I hope this will help you


----------



## oluf (Jan 29, 2010)

Put on safety glasses before you start. Take the largest allen wrench you have and chuch it up with the long end off to the side of the chuck. Strike the end of the allen wrench as hard as you can from right to left. Good luck.


----------



## opalko (Feb 2, 2010)

Thanks for the help…Ok, I managed to break the collar free to unthread, but now I am having a heck of a time getting the chuck off the taper. I've whacked the top of it many, many times with a pin punch, denting it up pretty good but still no luck removing it. In fact I managed to knock to slip collar off the bottom of the chuck - I guess it's supposed to come off?! Do I need to put a torch on this thing to heat it up to knock it off, or just keep whacking the top with a pin punch?!


----------



## Hewy (Jan 16, 2011)

I'am looking at my chuck now. The only thing that holds the chuck on is the self locking taper,I would screw 
the collar back on to the threads only not all the way up.Then drive a wedge between the chuck top and collar to pop the taper loose. Jacobs makes some wedges for this you drive 1 in fom each side. Maybe you can use 2 screwdrivers one from each side. You need the wedge force to break it loose.


----------



## opalko (Feb 2, 2010)

Still working on trying to get chuck off. Looking around to some friends that have shops for some sort of wedge to break the chuck free.


----------



## opalko (Feb 2, 2010)

Have chuck off!
http://opalko.smugmug.com/Machines/C...74366446_MEkJL
Measured run-out on spindle w/o chuck, not nearly as much. So..now what? Do I need a new chuck? Also, not sure if I damaged chuck getting it off, seems to be very hard to open/close now.

Cheers


----------



## Hewy (Jan 16, 2011)

Glad to hear you finaly got your chuck off. If the spindle run-out is ok (up to .003 total indicator reading) I would get a replacement chuck. I don't think you will be able to find new parts for your Jacobs 633c as it is
so old. The replacement chucks you find now will not have the screw on collar like your original chuck. They
use only the self locking taper to hold them on. The taper you will need on your new chuck has to be
a JT-33 to fit your original spindle taper. If you look at your old chuck you will see 33 taper stamped on it
this tells you what the taper is.
I hope this helps you


----------



## Hennessy (Apr 7, 2011)

Opalko - can you describe exactly how you got the chuck off? I have the same chuck stuck on a Craftsman 113.21371 press and the run-out is horrible. If I try to force the chuck off by turning the collar down it just gets stuck against the chuck and the chuck doesn't budge.


----------



## opalko (Feb 2, 2010)

@Hennessy - As you are experiencing, I had a very difficult time removing the chuck. Though the threaded collar will work to remove the chuck once you have it off and back on a couple of times, the initial removal after decades of being on there did not help mine either. Make sure you are threading it "down" towards the chuck, in any case.

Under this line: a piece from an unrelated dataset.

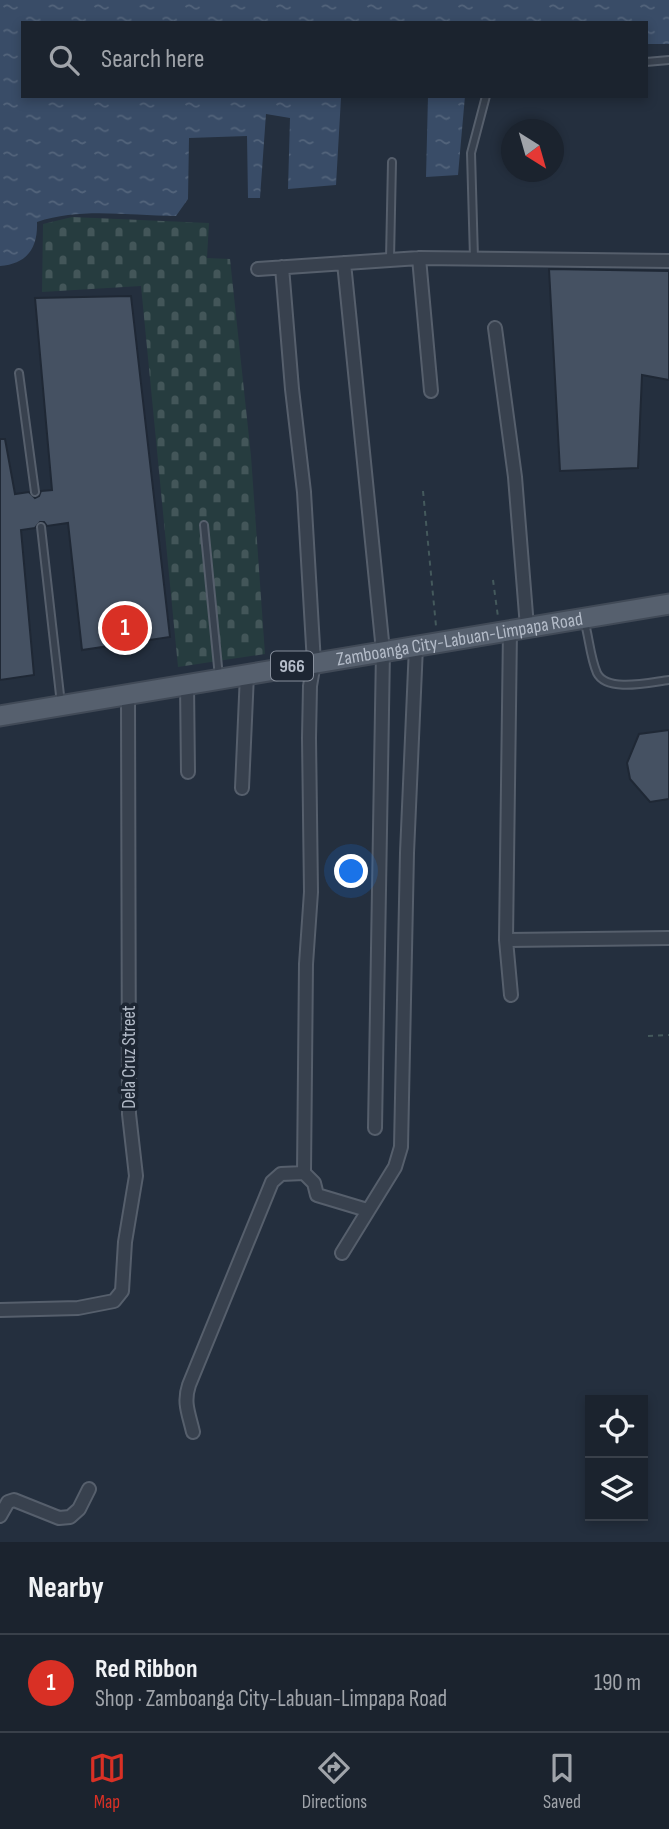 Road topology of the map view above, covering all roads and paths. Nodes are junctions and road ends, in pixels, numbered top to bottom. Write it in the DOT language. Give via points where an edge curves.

What I ended up having to do was using a heavy duty wedge, akin to a tire iron - even then it was not easy! Be sure to reinforce the backside of the spindle and try not to bend it all up into a mess. I ended up replacing all of the bearings in the press at the same time I did all of this. After putting it all back together the runout was better, not terrific, but ok. Good enough not to justify buying a new chuck $$$ for what I use it for.

Good luck.


----------



## Hennessy (Apr 7, 2011)

Got it off! Thanks for the advice Opalko. 
Did you get the bearings from the sears part store or somewhere else? Are they a standard bearing size that I could pick up cheaper?

For anyone else that runs into this issue what worked for me was:
screwed collar down as far as I could towards the chuck (they were touching)
put largest hex wrench I have tight in chuck and banged down on it with a rubber hammer
put vice grips tight around collar and vice grip around arm of hex wrench and banged on the one on the collar clockwise (I think - forcing the collar down) with the hammer
repeated these steps a few times and eventually the it came free

Would have tried your wedge method but I didn't have one or anything to reinforce the spindle so I improvised.

Now a whole new set of problems. The run-out is caused by the spindle being bent - the chuck looks about perfect. Going to start a new thread on this issue. Thanks again


----------



## opalko (Feb 2, 2010)

Congratulations on getting it off of there - it's a job! Yes, the bearings are "standard" at least they are easily available. I will dig up what they are and send you what I purchased, probably as a PM.

Are you certain the spindle is bent and it is not just the bearings? If so that is very bad news as Sears no longer makes replacement spindles available for this dp. That is not to say you can't rig up a spindle from another press to go in it, but that may be more effort than it is worth.

Do you have the manual for this press? I can scan it in and send you if you need it.

Cheers


----------



## Hennessy (Apr 7, 2011)

I think its the spindle because there is no give in the spindle within the quill - it spins very smoothly and doesn't move out of place at all. Also the wobble is predictable in that if I isolate the quarter turn or so I have to make to see the bend it always happens in the same place. Really its just my gut feeling as I don't have much experience. I plan on replacing the bearings once I'm in there too.

Looking at your pictures I see you have a different press (though it looks identical). I lucked out - the sears parts website still offers the spindle for the 113.21371 - I ordered one and hopefully they really do have the part and its the right one (fingers crossed - not sure how reliable and up to date the site is). Here's the site for anyone that runs into this thread:
http://www.searspartsdirect.com/partsdirect/part-model/Craftsman-Parts/Drill-Parts/Model-11321371/0247/0713080?sid=PDVertical


----------



## opalko (Feb 2, 2010)

Interesting! Looking at the parts diagram it does look identical to mine. I wonder if the spindles are interchangeable. Thanks


----------